At our June meeting, the board continued to make progress on several projects and we’d like to provide some brief updates and answers to recent questions we’ve received.
First, the board is pleased to announce that after reviewing the 4 bids we received to pave a 12 foot wide concrete driveway for the mailbox kiosk driveway, we have selected a contractor and approved the construction project. The 12 foot width of the driveway keeps us from disturbing the roots of the nearby great oak tree and made the cost of construction manageable. In the future the neighborhood could look at a permeable paver system on the remaining area if desired and costs allow. Our management company is working on issuing the contract and construction should begin shortly. The driveway will need to be closed for 3 to 4 days to allow for forming, paving and curing of the concrete. We will let you know as soon as possible when the construction will occur.
We are also installing two solar lights since there is no electricity we can tap into at that location. We hope these additions will help illuminate the area for those who may be stopping by in the darker hours.
Second, after an unexpectedly long bidding process, we have received 5 bids from companies interested in taking on our landscape maintenance. We have narrowed these bids to a final few and will award the contract as soon as their references are completed.
Third, a contractor for the installation of electrical boxes at the ponds has also been chosen and the approved work will also begin soon. The board is currently accepting and reviewing bids for a separate contractor to install a combination of aerators and/or fountains to help improve our pond health. Depending on the final projected costs, we may need to complete the installations in stages to manage costs.
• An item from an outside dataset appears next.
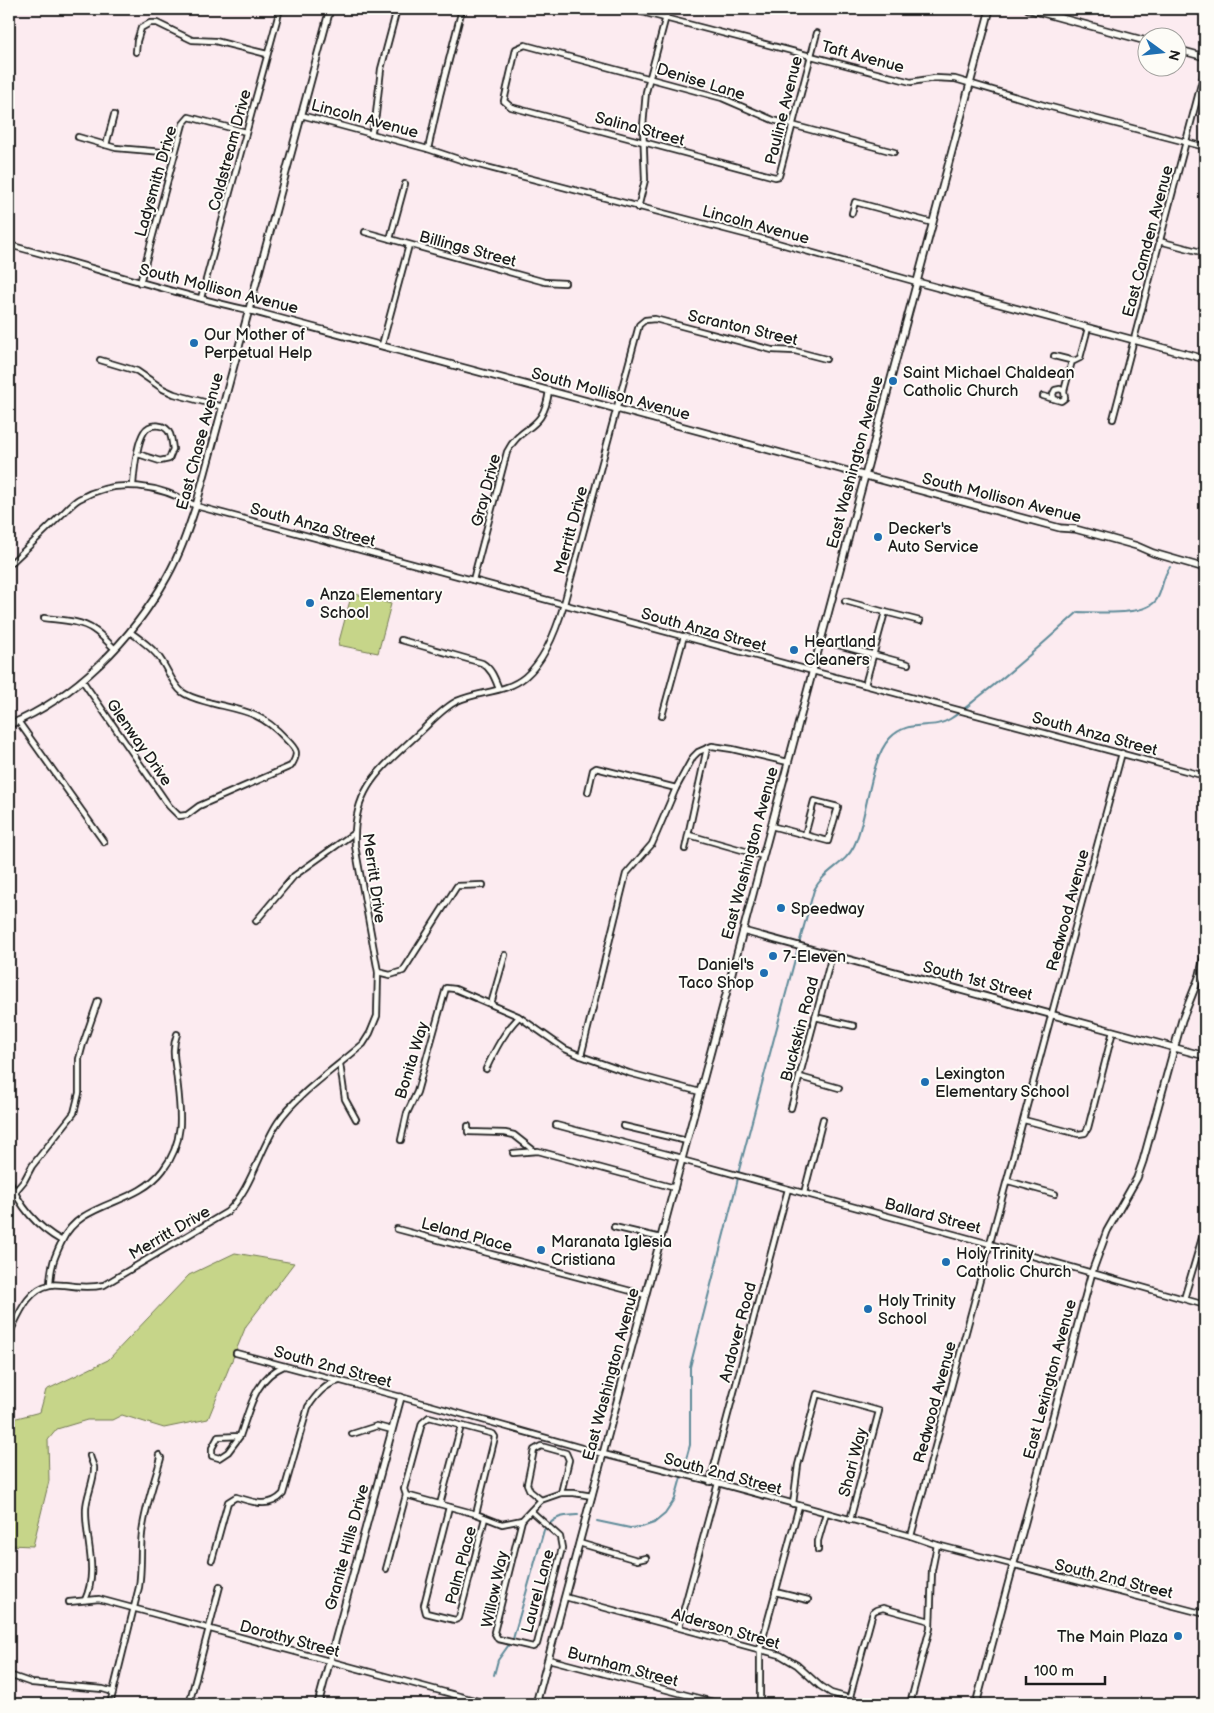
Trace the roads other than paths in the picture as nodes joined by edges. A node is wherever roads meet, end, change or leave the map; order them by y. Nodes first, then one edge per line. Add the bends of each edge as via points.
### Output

Please continue to help us maintain quality of the ponds by practicing catch and release of any fish from the ponds, and please do not throw any yard waste in the ponds. Also if your dogs defecate in the common ground area between your back yard and the pond, or on a walk, you are still responsible to remove their waste. This not only creates an ugly, messy situation for those neighbors who walk the ponds, but pet waste ends up in the ponds and lowers the water quality.
Forth, we’d like to follow-up on a common question about why trees were not installed between the sidewalks and the curb of the street for the last section of Phase 3 homes down Fishbone. In short, we’ve learned Mungo was not required to add those trees because the originally approved plat maps had the homes located on Fishbone Dr facing out to the state road Southwick Dr. Fishbone Dr was originally planned to be narrower and termed an alley. Even though the plans eventually altered, with a two-lane wide Fishbone Dr. and homes facing it, no change was apparently needed in the completed permitting process so Mungo was not held responsible for tree installation along this section. Thus, we are currently receiving bids from vendors to complete the installation of trees between the sidewalk and street curb on Fishbone Dr so thai our neighborhood has a consistent tree canopy. The board will review these bids and discuss approval of the project at a future meeting.
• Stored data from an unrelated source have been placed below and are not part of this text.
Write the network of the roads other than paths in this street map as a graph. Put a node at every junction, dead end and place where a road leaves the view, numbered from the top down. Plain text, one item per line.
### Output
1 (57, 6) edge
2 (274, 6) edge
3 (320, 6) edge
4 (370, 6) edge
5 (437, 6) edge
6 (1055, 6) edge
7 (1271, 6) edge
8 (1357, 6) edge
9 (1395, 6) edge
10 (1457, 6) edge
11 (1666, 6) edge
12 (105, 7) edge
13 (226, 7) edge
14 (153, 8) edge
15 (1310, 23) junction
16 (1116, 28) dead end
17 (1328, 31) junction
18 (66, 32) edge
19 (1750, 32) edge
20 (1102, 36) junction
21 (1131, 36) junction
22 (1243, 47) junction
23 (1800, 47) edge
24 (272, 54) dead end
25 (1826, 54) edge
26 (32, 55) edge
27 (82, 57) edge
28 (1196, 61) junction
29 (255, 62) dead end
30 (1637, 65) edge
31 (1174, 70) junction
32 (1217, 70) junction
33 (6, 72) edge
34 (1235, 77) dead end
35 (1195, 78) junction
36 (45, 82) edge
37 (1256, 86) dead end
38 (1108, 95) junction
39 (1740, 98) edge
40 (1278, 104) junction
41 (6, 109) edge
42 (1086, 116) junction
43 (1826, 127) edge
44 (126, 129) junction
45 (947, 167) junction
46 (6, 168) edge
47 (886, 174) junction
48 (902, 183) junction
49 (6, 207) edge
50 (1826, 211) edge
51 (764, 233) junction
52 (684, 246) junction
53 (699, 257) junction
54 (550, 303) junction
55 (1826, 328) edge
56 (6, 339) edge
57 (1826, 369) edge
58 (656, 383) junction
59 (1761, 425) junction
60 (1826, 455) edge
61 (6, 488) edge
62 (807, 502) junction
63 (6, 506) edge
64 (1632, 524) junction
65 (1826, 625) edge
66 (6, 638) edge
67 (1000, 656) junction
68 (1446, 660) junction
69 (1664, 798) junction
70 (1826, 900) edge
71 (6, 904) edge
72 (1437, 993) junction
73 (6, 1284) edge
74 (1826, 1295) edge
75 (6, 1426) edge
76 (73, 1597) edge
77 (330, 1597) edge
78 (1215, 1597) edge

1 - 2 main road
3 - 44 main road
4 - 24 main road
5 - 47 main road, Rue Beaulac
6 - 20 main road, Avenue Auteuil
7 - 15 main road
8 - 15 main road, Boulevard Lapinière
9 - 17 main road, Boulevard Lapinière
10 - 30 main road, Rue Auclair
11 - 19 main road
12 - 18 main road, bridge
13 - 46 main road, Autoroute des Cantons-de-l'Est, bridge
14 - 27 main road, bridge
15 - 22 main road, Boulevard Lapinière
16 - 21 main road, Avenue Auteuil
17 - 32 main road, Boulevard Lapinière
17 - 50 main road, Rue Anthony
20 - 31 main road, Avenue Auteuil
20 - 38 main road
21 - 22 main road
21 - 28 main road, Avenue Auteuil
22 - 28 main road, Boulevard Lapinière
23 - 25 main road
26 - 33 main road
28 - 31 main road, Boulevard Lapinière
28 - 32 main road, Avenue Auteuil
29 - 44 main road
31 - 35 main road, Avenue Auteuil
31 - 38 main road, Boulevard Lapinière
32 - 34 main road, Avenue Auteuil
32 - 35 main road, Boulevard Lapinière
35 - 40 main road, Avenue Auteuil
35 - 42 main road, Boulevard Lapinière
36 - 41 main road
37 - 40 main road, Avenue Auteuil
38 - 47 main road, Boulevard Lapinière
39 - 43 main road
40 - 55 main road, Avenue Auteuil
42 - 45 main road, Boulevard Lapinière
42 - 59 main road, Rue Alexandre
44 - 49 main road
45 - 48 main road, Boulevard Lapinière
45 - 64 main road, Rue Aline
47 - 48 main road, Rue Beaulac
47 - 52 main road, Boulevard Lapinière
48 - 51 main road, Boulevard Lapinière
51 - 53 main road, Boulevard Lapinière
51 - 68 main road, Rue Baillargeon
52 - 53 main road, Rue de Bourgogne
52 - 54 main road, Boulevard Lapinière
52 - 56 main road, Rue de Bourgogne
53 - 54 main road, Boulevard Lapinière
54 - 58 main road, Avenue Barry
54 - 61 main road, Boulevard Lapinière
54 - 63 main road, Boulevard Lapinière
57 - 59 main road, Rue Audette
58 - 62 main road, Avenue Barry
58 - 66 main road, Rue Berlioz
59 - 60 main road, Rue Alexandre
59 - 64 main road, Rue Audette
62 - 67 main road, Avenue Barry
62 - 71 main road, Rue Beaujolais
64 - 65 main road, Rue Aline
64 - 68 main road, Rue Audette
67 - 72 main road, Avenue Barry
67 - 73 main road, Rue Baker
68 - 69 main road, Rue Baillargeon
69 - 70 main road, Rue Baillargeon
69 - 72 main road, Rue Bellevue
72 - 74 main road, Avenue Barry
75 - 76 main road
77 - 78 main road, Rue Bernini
While discussing trees we’d also like to add a friendly reminder that homeowners are responsible for the care and maintenance for trees installed between the sidewalk and the curb outside their homes. During these hot summer months the trees will have a better chance of surviving and growing a beautiful canopy if homeowners maintain an edged bed of mulch or pine straw around the trees, remove lower “tree sucker” growth, prune dead branches, and provide some regular watering the first few years until the trees are well established. Early leaf-drop, yellowing leaves, a thin canopy, and abundant tree suckers may all be signs of a drought-stressed tree.
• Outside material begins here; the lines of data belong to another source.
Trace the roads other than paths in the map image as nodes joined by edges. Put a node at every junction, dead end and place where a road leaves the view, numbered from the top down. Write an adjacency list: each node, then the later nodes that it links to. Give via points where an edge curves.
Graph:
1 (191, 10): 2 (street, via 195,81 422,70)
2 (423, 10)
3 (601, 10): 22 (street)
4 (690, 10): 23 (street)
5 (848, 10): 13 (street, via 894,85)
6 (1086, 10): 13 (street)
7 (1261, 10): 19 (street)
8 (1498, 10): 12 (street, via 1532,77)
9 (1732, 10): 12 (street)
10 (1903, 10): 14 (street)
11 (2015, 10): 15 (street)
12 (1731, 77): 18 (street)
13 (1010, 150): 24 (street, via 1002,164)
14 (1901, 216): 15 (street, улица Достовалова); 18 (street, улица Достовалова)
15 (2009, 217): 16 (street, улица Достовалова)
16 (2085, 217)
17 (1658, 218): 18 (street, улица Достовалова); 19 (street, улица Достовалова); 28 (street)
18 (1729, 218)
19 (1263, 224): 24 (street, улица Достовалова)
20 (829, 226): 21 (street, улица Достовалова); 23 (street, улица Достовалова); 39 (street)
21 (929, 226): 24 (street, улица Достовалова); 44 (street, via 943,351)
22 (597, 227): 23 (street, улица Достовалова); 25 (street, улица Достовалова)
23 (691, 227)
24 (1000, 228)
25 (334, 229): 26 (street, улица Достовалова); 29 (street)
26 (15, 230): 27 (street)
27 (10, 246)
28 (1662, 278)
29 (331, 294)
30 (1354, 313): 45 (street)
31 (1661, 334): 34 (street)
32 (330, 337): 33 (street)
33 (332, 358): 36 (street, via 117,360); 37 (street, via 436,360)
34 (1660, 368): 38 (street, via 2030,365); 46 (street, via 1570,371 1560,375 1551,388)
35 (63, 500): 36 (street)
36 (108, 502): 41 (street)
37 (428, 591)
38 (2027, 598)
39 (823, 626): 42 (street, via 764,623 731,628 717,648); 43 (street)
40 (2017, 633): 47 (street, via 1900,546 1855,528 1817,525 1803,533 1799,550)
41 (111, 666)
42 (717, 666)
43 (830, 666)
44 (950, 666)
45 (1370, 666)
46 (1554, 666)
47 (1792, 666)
Fifth, there has also been much debate about the number of boats showing up on streets and driveways. Per our governing covenants, there have been a number of violations issued for improper boat storage and parking. Although we appreciate the desire to have a boat, in an area where water is an attraction, we must also take into consideration the desire of our neighbors who do not wish to see boats and trailers as a prominent part of their landscape and recognize they chose to live in a governed neighborhood that forbade boat parking. Boat parking has also led to more cars parked on the road and resulting traffic concerns. The cost of storage must be taken into account by the owner when purchasing a boat. However, in an effort to find a reasonable compromise the board has voted to allow boats, boat trailers, jet skis, or personal watercraft to be stored in fenced-in rear yards.
Finally, please continue to submit an Architectural Review Application when planning to make changes to your home or landscape. The Board is more open to some of the items Mungo’s board previously would deny, but there are still guidelines that need to be followed. For example, a roofed patio structure needs to be properly secured into the ground so it doesn’t blow into a neighbor’s yard during a possible storm, front doors can be painted if and after the color is approved, and fences must follow style, height and spacing guidelines.
Thank you all for being such a wonderful group of neighbors.